Advanced Joins
In this chapter, you will learn about outer joins and how to use them with aggregate functions.
Data Population
Populate a few records into the customers table as follows:
sqlite> INSERT INTO customers(id, name, email)
...> VALUES(3, 'Big Saver', 'bsaver2@example.com');
sqlite> INSERT INTO customers(id, name, email)
...> VALUES(4, 'Big Browser', 'browser@example.com');
We now have four records in the customers table.
sqlite> select * from customers;
id name email
---------- ----------- --------------------
1 Big Spender bspender@example.com
2 Big Saver bsaver@example.com
3 Big Saver bsaver2@example.com
4 Big Browser browser@example.com
Self Join
Let's get a list of customers who work for the same company for which 'bsaver@example.com' works. The first query must find out the customer name for 'bsaver@example.com', where he works. Then, find a list of customers who work for the same company. Here is one way of solving this problem using subquery:
sqlite> select id, name, email from customers
where name = (select name from customers where email='bsaver@example.com');
id name email
---------- ---------- ------------------
2 Big Saver bsaver@example.com
3 Big Saver bsaver2@example.com
Here is another way of solving the problem that uses join.
sqlite> select c1.id, c1.name, c1.email from customers as c1, customers as c2
...> where c1.name = c2.name
...> and c2.email = 'bsaver@example.com';
id name email
---------- ---------- ------------------
2 Big Saver bsaver@example.com
3 Big Saver bsaver2@example.com
Instead of joining two different tables, in this case we are joining with the same table. The c1 and c2 are aliases for the customers table. The WHERE clause condition filters the customer name that match on both customers table. The second condition of the WHERE clause finds records for the company where 'bsaver@example.com' works.
Natural Joins
sqlite> select c.*, o.id, o.created_at, li.product_id, li.quantity, li.price
...> from customers as c, orders as o, line_items as li
...> where c.id = o.customer_id
...> and li.order_number = o.id
...> and product_id = 1;
id name email id created_at product_id quantity price
---------- ----------- -------------------- ---------- ------------------- ---------- ---------- ----------
1 Big Spender bspender@example.com 1 2014-10-25 00:11:51 1 4 10.0
In this example, a wildcard is used for the customers table only. All other columns are explicitly specified to avoid retrieving duplicate columns.
Outer Joins
Let's find out how many orders is placed by every customer. You can use joins with aggregate functions like this:
sqlite> select customer_id, count(*) as number_of_order from orders group by customer_id;
customer_id number_of_order
----------- ---------------
1 2
2 1
This is same as the following query:
sqlite> select customers.id, orders.id
...> from customers INNER JOIN orders
...> ON customers.id = orders.customer_id;
customer_id order_id
----------- ----------
1 1
1 2
2 3
We see only two customers who have placed orders. What if we want to include customers who have not placed any orders yet?

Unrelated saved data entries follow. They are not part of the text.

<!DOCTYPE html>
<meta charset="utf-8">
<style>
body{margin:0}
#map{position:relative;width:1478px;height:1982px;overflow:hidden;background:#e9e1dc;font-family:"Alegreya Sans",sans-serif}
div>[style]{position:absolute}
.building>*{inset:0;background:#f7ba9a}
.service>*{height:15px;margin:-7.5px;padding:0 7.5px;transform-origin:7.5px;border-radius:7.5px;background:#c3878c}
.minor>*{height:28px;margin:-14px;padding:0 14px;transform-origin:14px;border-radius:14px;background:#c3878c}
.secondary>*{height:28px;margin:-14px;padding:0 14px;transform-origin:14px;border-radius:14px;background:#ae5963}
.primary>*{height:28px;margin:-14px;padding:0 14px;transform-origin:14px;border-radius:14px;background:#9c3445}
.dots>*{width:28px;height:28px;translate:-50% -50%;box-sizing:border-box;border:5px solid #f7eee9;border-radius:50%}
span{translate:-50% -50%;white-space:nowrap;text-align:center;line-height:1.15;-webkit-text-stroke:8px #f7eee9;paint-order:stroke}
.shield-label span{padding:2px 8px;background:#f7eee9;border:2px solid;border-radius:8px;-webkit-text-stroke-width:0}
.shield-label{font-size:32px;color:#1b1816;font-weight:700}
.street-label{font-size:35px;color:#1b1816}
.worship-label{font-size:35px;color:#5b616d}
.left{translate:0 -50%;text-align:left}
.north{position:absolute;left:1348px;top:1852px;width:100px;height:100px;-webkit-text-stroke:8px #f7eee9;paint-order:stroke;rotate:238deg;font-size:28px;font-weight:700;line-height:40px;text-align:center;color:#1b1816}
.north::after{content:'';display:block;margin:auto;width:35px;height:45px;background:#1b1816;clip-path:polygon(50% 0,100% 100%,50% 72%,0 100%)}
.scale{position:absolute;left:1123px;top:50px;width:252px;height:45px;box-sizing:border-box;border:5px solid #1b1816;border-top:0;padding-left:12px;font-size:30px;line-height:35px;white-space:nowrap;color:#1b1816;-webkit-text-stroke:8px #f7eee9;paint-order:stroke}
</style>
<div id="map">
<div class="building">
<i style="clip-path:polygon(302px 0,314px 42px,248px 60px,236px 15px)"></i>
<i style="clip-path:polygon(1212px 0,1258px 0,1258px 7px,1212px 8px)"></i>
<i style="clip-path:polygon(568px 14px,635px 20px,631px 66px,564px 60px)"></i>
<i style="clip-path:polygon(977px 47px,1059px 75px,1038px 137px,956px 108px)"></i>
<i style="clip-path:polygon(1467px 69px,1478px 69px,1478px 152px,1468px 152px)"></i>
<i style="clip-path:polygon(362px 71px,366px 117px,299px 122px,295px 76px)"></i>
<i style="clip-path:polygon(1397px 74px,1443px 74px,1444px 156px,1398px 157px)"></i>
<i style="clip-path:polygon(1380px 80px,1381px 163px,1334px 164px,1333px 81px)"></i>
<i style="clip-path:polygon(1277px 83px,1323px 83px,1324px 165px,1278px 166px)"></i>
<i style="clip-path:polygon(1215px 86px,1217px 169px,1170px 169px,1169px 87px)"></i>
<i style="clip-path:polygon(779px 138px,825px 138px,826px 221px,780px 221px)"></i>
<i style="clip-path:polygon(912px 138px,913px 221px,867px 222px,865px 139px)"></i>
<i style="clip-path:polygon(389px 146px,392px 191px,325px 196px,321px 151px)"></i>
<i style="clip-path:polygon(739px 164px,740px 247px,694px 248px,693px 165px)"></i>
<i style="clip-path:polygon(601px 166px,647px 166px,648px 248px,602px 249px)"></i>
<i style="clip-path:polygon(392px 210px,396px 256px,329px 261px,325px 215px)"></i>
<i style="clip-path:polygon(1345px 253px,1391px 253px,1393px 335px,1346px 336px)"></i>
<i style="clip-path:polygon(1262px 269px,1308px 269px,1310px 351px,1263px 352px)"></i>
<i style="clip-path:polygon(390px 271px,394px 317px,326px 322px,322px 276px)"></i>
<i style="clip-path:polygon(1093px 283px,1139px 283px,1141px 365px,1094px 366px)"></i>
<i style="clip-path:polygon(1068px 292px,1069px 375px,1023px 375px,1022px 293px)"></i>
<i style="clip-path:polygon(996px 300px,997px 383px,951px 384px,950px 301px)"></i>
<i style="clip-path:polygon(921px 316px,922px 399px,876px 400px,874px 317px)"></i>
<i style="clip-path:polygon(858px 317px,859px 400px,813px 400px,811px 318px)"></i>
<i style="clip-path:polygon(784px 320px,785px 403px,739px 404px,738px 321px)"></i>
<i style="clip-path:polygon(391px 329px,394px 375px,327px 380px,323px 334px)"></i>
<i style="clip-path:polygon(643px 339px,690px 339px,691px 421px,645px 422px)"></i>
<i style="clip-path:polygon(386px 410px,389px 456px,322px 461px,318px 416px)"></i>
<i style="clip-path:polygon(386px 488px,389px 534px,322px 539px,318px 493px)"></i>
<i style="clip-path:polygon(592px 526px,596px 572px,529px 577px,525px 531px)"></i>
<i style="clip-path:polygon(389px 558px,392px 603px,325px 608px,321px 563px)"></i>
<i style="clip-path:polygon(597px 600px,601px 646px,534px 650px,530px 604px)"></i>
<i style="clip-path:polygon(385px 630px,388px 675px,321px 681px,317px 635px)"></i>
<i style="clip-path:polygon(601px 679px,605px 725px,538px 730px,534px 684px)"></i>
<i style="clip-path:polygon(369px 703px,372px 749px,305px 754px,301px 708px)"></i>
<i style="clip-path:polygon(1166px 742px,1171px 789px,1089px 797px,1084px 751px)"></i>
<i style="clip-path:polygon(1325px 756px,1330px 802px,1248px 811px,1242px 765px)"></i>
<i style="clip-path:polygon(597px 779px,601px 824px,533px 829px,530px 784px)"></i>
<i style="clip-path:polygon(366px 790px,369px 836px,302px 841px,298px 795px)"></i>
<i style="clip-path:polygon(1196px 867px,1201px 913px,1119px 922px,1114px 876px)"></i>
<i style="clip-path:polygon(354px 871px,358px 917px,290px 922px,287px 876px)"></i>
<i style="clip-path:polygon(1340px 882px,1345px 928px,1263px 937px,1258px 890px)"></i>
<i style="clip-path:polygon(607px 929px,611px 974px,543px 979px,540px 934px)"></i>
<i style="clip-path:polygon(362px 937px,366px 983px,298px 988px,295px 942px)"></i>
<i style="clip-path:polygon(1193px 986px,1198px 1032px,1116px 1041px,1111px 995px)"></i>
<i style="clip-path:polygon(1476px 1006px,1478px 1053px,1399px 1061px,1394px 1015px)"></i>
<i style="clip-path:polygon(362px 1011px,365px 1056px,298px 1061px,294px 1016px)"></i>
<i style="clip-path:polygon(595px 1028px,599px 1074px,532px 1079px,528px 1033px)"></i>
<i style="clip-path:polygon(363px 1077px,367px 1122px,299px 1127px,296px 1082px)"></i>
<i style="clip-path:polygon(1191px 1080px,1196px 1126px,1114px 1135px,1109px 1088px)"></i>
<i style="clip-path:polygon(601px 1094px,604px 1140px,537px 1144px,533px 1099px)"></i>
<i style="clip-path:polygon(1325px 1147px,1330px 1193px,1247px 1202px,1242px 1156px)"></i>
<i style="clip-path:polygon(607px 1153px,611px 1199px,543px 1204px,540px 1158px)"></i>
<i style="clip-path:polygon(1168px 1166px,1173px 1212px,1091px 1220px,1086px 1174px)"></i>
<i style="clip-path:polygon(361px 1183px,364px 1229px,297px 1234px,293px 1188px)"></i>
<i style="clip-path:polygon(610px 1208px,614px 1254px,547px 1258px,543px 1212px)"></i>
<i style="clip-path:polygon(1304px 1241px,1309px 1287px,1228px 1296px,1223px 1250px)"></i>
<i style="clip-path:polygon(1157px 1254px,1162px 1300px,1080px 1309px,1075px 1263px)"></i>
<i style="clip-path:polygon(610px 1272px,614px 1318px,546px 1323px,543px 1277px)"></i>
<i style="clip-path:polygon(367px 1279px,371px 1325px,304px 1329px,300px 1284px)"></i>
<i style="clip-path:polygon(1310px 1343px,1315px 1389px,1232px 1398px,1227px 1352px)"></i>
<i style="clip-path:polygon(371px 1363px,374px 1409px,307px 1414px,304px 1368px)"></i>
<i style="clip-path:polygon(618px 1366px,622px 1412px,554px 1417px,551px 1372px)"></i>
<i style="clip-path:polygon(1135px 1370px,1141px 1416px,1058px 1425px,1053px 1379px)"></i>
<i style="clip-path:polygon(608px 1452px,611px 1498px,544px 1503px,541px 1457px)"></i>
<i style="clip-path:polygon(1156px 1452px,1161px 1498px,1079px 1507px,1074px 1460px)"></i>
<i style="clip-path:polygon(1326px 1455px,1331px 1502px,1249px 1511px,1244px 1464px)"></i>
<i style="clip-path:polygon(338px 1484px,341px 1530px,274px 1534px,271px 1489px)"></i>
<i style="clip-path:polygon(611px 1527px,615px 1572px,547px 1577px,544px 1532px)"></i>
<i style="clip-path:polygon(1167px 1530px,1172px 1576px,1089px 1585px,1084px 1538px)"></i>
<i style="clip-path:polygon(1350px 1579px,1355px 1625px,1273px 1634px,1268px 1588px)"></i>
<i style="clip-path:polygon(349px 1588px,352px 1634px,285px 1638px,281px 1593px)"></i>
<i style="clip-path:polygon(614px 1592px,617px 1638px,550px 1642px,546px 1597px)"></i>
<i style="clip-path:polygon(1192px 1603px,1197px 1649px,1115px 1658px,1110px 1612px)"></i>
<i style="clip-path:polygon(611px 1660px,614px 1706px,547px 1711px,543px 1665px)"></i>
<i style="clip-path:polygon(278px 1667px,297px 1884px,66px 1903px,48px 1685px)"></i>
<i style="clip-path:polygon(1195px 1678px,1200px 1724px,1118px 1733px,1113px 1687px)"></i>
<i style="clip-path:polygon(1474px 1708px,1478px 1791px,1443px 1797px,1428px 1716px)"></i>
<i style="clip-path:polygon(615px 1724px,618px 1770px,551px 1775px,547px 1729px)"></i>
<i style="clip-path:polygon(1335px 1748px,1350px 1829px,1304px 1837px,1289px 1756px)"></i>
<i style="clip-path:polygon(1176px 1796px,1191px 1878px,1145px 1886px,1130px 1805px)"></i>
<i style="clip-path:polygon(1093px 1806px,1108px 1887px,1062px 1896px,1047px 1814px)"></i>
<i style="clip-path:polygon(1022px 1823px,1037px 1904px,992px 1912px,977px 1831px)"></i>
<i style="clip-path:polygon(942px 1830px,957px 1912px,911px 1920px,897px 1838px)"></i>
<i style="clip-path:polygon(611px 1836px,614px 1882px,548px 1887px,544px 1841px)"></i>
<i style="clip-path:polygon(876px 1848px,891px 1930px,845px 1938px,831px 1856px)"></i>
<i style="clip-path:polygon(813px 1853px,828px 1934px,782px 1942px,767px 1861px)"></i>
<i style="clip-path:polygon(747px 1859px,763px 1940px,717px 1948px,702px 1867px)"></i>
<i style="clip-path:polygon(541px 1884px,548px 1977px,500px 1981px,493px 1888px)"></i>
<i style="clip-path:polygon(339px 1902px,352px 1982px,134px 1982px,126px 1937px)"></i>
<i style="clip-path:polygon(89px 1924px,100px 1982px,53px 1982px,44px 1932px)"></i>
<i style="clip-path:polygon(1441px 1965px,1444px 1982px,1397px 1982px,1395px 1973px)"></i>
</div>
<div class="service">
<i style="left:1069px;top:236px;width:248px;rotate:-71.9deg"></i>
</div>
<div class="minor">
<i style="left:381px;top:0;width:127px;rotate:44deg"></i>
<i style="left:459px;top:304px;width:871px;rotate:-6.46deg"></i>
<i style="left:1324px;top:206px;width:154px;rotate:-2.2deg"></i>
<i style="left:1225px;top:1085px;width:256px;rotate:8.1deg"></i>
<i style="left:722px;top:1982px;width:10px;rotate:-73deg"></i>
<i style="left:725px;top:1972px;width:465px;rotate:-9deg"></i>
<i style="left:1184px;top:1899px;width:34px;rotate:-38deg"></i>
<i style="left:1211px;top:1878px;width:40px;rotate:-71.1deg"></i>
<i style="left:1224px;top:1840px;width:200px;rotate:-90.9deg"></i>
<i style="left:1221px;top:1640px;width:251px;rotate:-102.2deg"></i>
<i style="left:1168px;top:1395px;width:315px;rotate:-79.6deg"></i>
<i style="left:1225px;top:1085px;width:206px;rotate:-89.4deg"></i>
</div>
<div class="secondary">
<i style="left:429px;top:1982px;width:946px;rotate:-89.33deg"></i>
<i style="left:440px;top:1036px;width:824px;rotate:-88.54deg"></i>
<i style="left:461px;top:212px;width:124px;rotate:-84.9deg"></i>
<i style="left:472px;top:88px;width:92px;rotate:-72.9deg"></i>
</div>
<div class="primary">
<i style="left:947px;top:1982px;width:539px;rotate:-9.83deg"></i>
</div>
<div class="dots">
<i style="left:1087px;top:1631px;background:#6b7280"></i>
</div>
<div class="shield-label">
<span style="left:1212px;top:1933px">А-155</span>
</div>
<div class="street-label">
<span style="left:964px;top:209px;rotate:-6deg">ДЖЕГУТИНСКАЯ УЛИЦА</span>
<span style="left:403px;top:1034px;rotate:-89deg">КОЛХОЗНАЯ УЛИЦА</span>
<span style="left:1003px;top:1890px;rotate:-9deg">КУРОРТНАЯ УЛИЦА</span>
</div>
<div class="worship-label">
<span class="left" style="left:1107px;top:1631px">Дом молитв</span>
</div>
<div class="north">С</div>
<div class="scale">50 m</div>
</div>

sqlite> select customers.id as customer_id, orders.id as order_id
...> from customers LEFT OUTER JOIN orders
...> on customers.id = orders.customer_id;
customer_id order_id
----------- ----------
1 1
1 2
2 3
3
4
The left outer join query returns customers who have not placed any order yet. It includes the rows in the left of the LEFT OUTER JOIN, customers, even if they don't have any corresponding value in the other table, in this case, orders table. Let's combine the joins with aggregate functions to list the number of orders placed by every customer.
sqlite> select customers.id as customer_id, count(orders.id) as number_of_orders
...> from customers LEFT OUTER JOIN orders
...> on customers.id = orders.customer_id
...> group by customers.id;
customer_id number_of_orders
----------- ----------------
1 2
2 1
3 0
4 0
If you find any of the query difficult to follow, list all the data in all tables and refer them while you analyze the query. Here is the complete list of all data. For subqueries, run one query at a time and then combine them together.
sqlite> select * from orders;
id confirmation customer_id created_at
---------- ------------ ----------- -------------------
1 1 1 2014-10-25 00:11:51
2 2 1 2014-10-25 00:14:29
3 3 2 2014-10-25 01:16:10
sqlite> select * from line_items;
id product_id quantity price order_number
---------- ---------- ---------- ---------- ------------
1 1 4 10.0 1
3 2 1 40.0 1
2 3 10 10.0 1
4 4 15 30.0 1
sqlite> select * from customers;
id name email
---------- ----------- --------------------
1 Big Spender bspender@example.com
2 Big Saver bsaver@example.com
3 Big Saver bsaver2@example.com
4 Big Browser browser@example.com
Summary
In this chapter you learned about self join where we join with the same table, outer join and natural joins. You also learned how to use them in combination with aggregate functions.